Perché torno su questo tema? La ragione è che, qualche giorno fa, in occasione del brindisi di fine anno nella riunione di Articolo 1, D’Alema ha sentenziato che la malattia mortale per il Pd è stata la direzione di Matteo Renzi, e che la liberazione del partito da quella “malattia” consentiva finalmente di riprendere il filo di una grande storia, in modo che anche lui potesse rientrare. La cosa è stata accolta male da Letta– e non solo da lui- e si capisce bene l’impossibilità di condividere una tesi così estrema anzitutto dall’attuale segretario del partito. La verità a me pare diversa. Matteo Renzi ha rappresentato il tentativo più efficace e consapevole di ridare alla sinistra italiana una fisionomia di forza riformatrice, soprattutto di istituzioni invecchiate, liberandola anche da un moralismo giustizialista che, dai tempi di Mani Pulite fino all’assedio a Berlusconi, non si riusciva a eliminare.

Renzi cercò una rifondazione considerando esaurita la storia passata, una storia importante, in certi passaggi lontani anche grande, ma conclusa nei suoi elementi fondativi.

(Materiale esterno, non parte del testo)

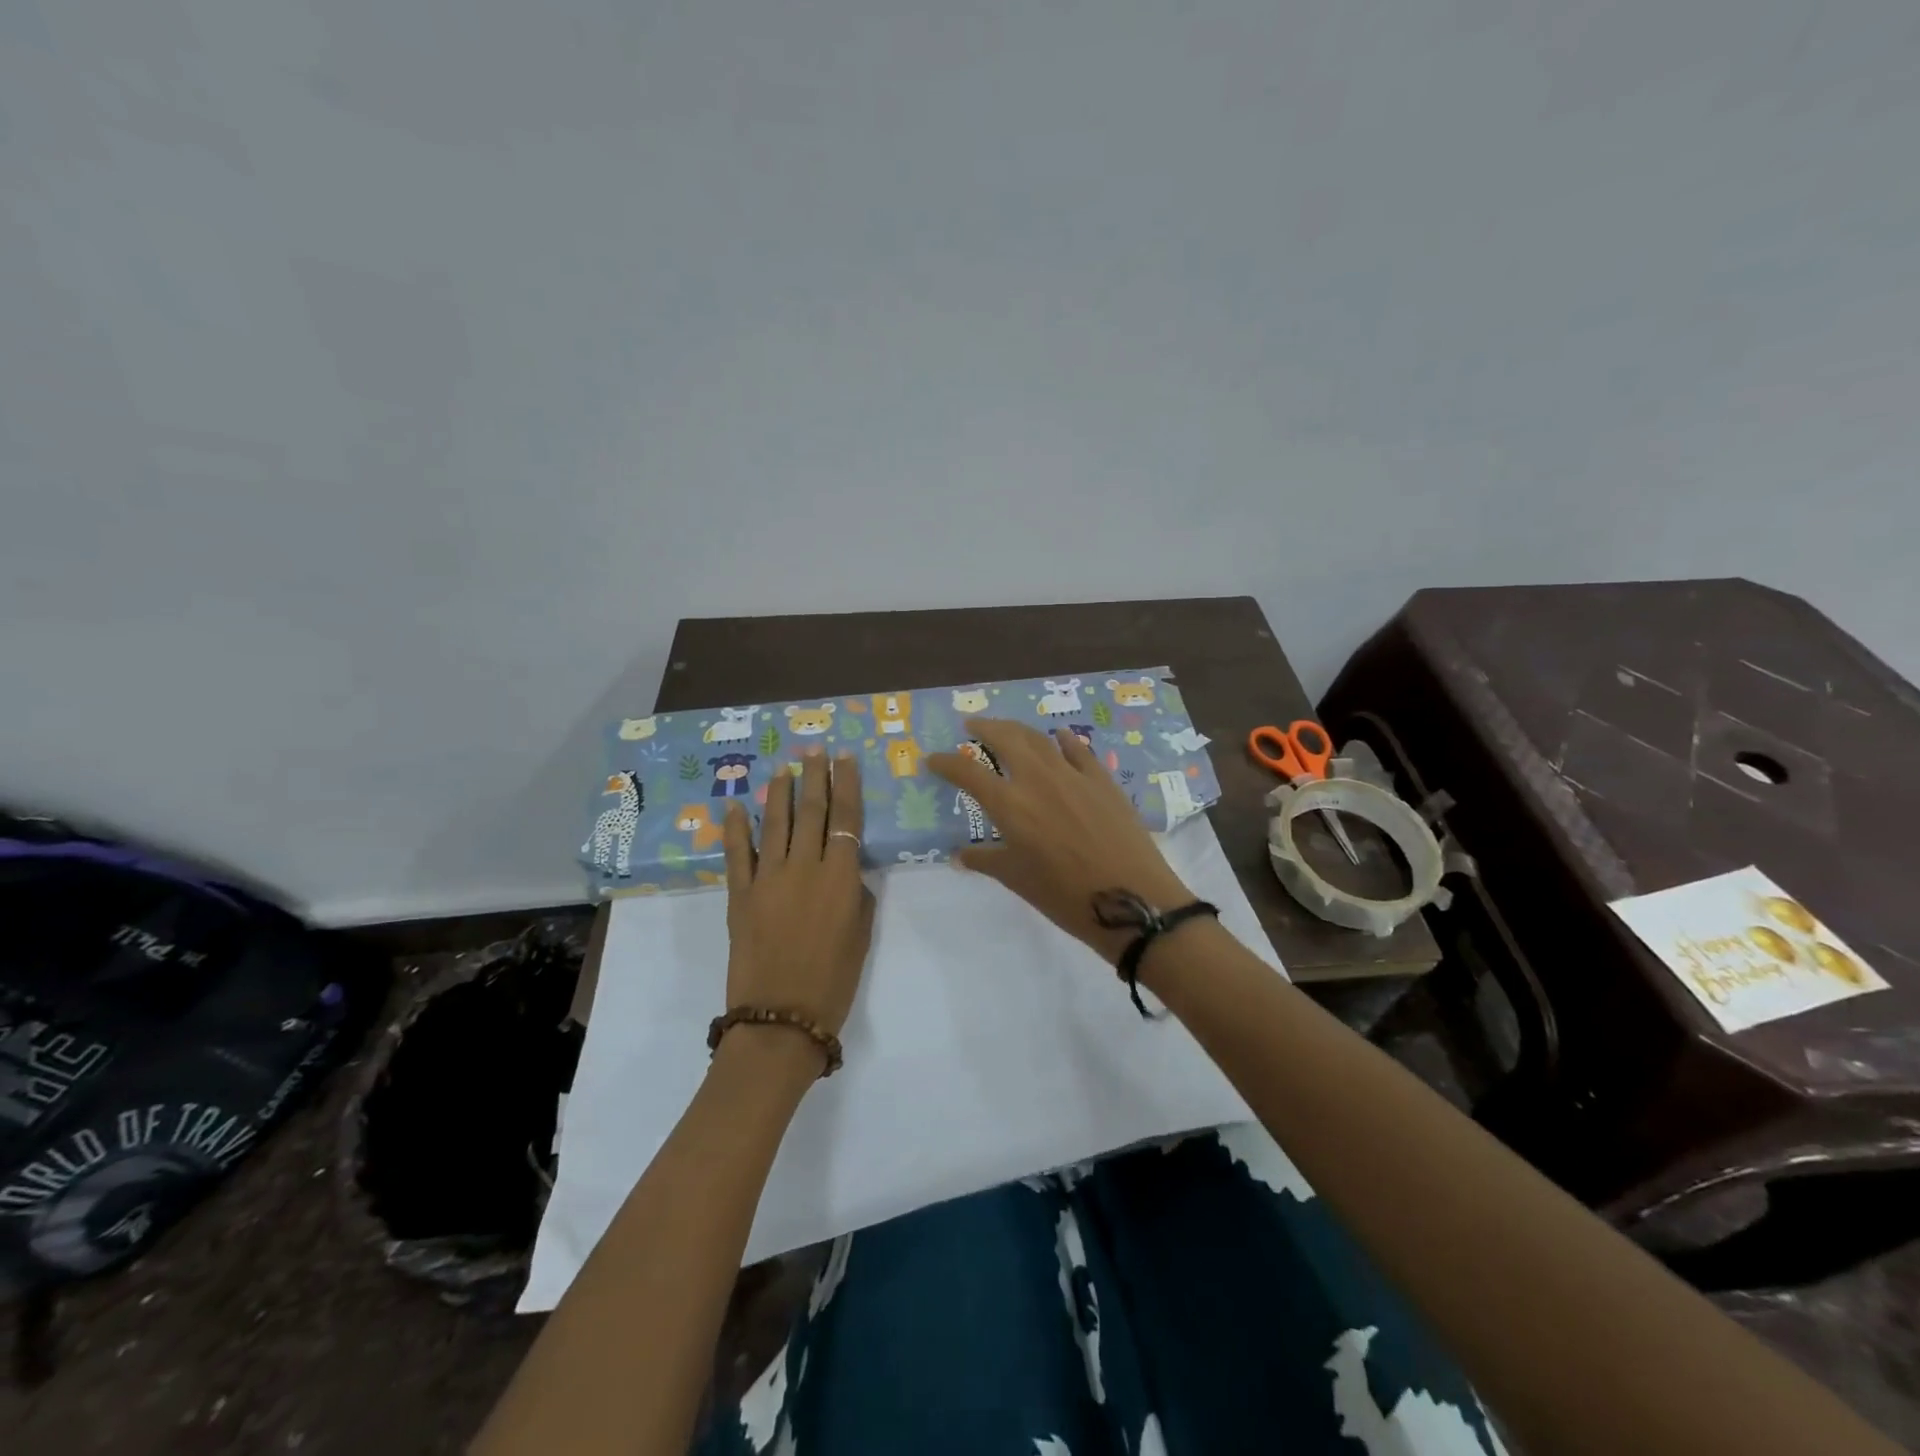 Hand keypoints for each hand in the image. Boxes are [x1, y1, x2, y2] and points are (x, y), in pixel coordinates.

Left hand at [721, 750, 875, 1048]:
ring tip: (783, 768)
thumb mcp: (860, 934)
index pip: (845, 818)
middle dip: (814, 776)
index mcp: (840, 877)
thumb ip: (855, 894)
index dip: (846, 784)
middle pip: (810, 811)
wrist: (781, 1017)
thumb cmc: (833, 981)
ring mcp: (767, 878)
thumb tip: (845, 870)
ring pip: (774, 824)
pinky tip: (734, 807)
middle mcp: (803, 867)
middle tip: (814, 750)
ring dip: (779, 793)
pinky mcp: (739, 895)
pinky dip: (735, 829)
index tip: (845, 758)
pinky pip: (737, 854)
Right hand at [927, 719, 1192, 964]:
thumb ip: (986, 861)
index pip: (968, 773)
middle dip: (984, 728)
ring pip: (1039, 738)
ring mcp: (1073, 775)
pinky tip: (1058, 737)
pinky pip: (1078, 750)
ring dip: (1018, 729)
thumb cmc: (1066, 896)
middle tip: (972, 726)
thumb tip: (960, 855)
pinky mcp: (1102, 780)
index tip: (933, 759)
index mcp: (1010, 805)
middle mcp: (1038, 779)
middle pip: (1005, 738)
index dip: (946, 763)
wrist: (1133, 900)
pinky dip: (1063, 740)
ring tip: (1007, 729)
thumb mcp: (1018, 880) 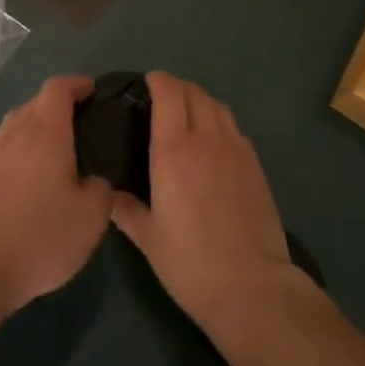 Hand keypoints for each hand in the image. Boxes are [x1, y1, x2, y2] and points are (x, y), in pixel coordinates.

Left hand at [0, 75, 112, 316]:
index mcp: (45, 131)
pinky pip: (3, 149)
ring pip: (17, 124)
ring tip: (56, 147)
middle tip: (82, 123)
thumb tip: (94, 180)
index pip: (58, 88)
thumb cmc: (42, 235)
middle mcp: (16, 133)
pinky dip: (19, 150)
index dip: (77, 84)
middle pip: (36, 103)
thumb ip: (101, 188)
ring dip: (36, 126)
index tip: (93, 92)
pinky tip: (28, 173)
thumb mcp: (92, 216)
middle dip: (59, 105)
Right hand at [110, 73, 298, 328]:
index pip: (169, 94)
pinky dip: (220, 121)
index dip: (158, 80)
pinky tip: (214, 142)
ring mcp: (236, 148)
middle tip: (163, 98)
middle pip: (194, 93)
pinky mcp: (255, 164)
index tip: (147, 82)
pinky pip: (234, 127)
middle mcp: (206, 138)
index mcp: (174, 150)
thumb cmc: (190, 262)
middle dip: (177, 87)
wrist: (251, 285)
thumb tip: (109, 193)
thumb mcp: (148, 239)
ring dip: (200, 100)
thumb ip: (126, 209)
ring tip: (188, 114)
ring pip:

La sua direzione non fu certo esente da errori, ma chi non sbaglia sporcandosi le mani? E anche dopo la fondazione di Italia viva -nata pure perché combattuto, Renzi, all’ultimo sangue, da forze interne al Pd- egli è stato decisivo per la democrazia italiana in varie occasioni, fino a determinare la sostituzione di Giuseppe Conte con il Prof. Mario Draghi. Ma, si sa, D’Alema faceva parte della schiera: o Conte o morte, lo ricordiamo bene. E oggi ancora ce lo ricorda lui, criticando Draghi e la sua presidenza. Per me, basterebbero le nostalgie contiane per giudicare un uomo politico, e questo, s’intende, non vale solo per D’Alema.

Ma torniamo a Renzi. Sarebbe sufficiente ricordare il Referendum del 2016, fallito anche per l’opposizione più o meno nascosta del Pd, per giudicare la sua capacità di innovazione, il tentativo di combattere per un nuovo assetto istituzionale, la cosa più importante che manca all’Italia. E mica male, anche se non riuscito, fu il suo tentativo per la costruzione di un nuovo centro politico. La caduta di Renzi ha coinciso con il trionfo di Grillo, oggi alleato del “nuovo” Pd. È difficile aggiungere qualcosa per capire il disastro avvenuto in Italia a muovere dal 2018 da cui solo ora ci stiamo sollevando, ancora con il contributo di Renzi.